Miller opens her debut book with a terrifying sequence in 1987, when she was a teenager: On Christmas Day, she writes, her mother brandished a 12-inch knife and threatened to kill her. Miller’s vivid writing makes the scene feel real and engaging: “She chases me from the kitchen to the living room, waving the blade and cursing as a hundred tiny lights twinkle from our tree.” That mix of frightening and beautiful imagery is on display throughout this book,which follows Miller from her days of struggling in Des Moines, Iowa, to her later success in San Francisco. After the Christmas incident, Miller was briefly homeless; she got a restaurant job but continued to keep up her schoolwork and study the violin. A music scholarship led her to Iowa State University in 1989, she writes, where she met her future husband, an architect; she dropped out but later enrolled at Des Moines’ Drake University. There, Miller began to find her voice as a singer. She moved to San Francisco, had a daughter at age 23, went to work as a graphic designer at an ad agency, and developed impressive management skills along the way.
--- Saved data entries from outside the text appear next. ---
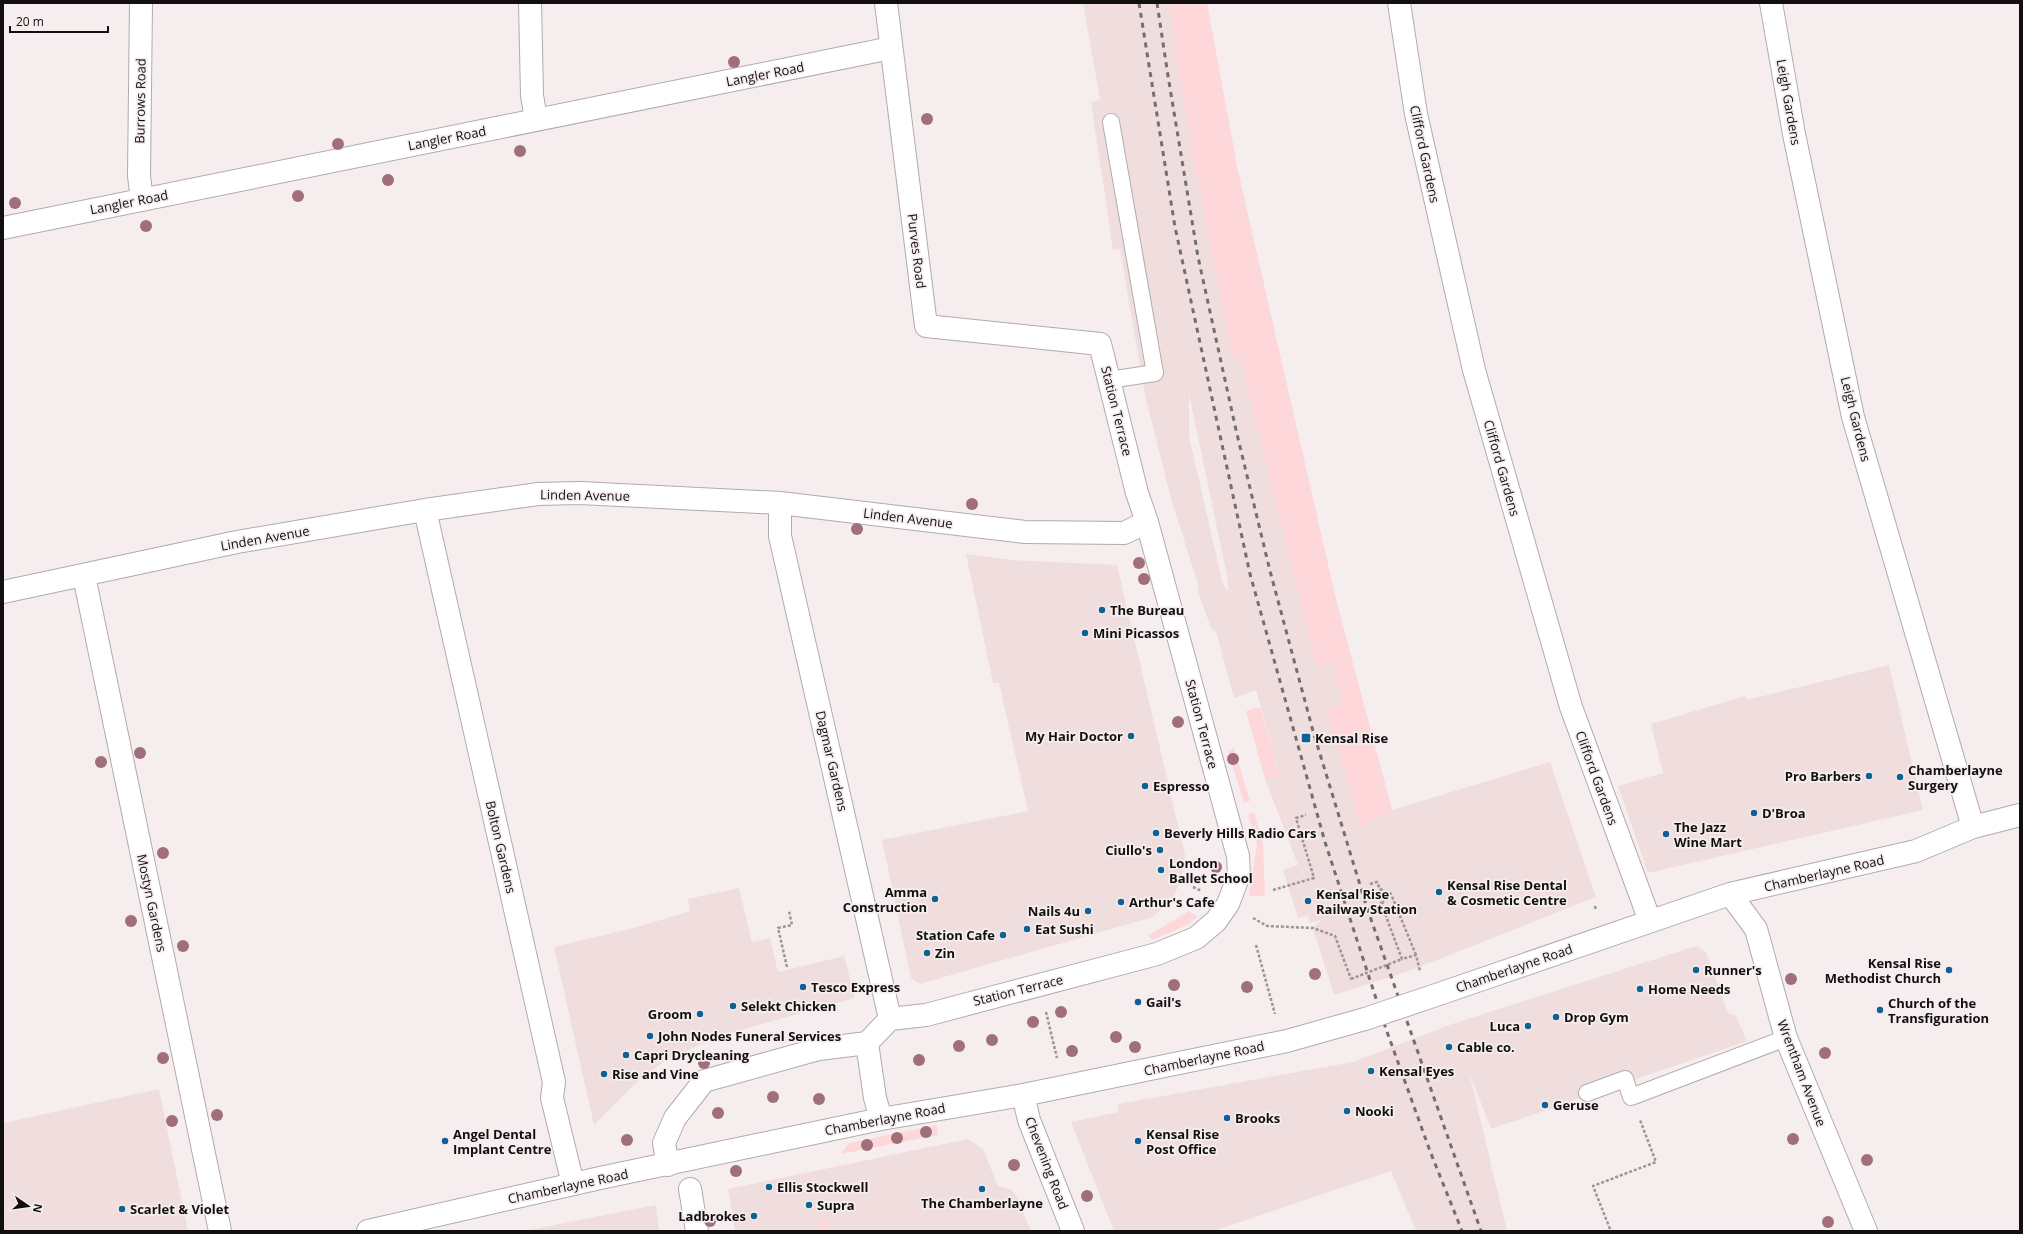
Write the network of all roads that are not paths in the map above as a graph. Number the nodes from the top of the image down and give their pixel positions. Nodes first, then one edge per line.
1 (141, 3) edge
2 (530, 3) edge
3 (886, 3) edge
4 (1398, 3) edge
5 (1771, 3) edge
6 (891, 48) junction
7 (536, 120) junction
8 (1111, 122) dead end
9 (142, 200) junction
10 (3, 228) edge
11 (1100, 344) joint
12 (1109, 380) junction
13 (780, 503) junction
14 (425, 510) junction
15 (1147, 522) junction
16 (84, 576) junction
17 (3, 592) edge
18 (2020, 815) edge
19 (1973, 827) junction
20 (1730, 894) junction
21 (1650, 921) junction
22 (890, 1019) junction
23 (1786, 1038) junction
24 (867, 1043) junction
25 (1587, 1093) dead end
26 (1023, 1095) junction
27 (881, 1119) junction
28 (668, 1165) junction
29 (573, 1184) junction
30 (690, 1189) dead end
31 (220, 1231) edge
32 (368, 1231) edge
33 (696, 1231) edge
34 (1073, 1231) edge
35 (1866, 1231) edge

1 - 9 street, Burrows Road
2 - 7 street
3 - 6 street, Purves Road
4 - 21 street, Clifford Gardens
5 - 19 street, Leigh Gardens
6 - 7 street, Langler Road
6 - 11 street, Purves Road
7 - 9 street, Langler Road
8 - 12 lane
9 - 10 street, Langler Road
11 - 12 street, Station Terrace
12 - 15 street, Station Terrace
13 - 14 street, Linden Avenue
13 - 15 street, Linden Avenue
13 - 22 street, Dagmar Gardens
14 - 16 street, Linden Avenue
14 - 29 street, Bolton Gardens
15 - 22 street, Station Terrace
16 - 17 street, Linden Avenue
16 - 31 street, Mostyn Gardens
18 - 19 street, Chamberlayne Road
19 - 20 street, Chamberlayne Road
20 - 21 street, Chamberlayne Road
20 - 23 street, Wrentham Avenue
21 - 26 street, Chamberlayne Road, bridge
22 - 24 street
23 - 25 lane
23 - 35 street, Wrentham Avenue
24 - 27 street
24 - 28 street
26 - 27 street, Chamberlayne Road
26 - 34 street, Chevening Road
27 - 28 street, Chamberlayne Road
28 - 29 street, Chamberlayne Road
29 - 32 street, Chamberlayne Road
30 - 33 street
She and her husband divorced, but by then, her singing—she performed at weddings and other events in the Bay Area—had caught the attention of the likes of singer Frederica von Stade and songwriter Bobby Sharp (writer of the Ray Charles hit “Unchain My Heart”). Eventually, she recorded Sharp’s songs on her own record label and received good reviews in major newspapers. Overall, this is a memoir that begins bleakly and ends triumphantly, with Miller the head of a thriving music and special events company and making beautiful music on the side. The author takes readers along with her for the entire ride, and while she’s doing it, she not only bares her soul, but also shares useful life lessons that readers may take to heart.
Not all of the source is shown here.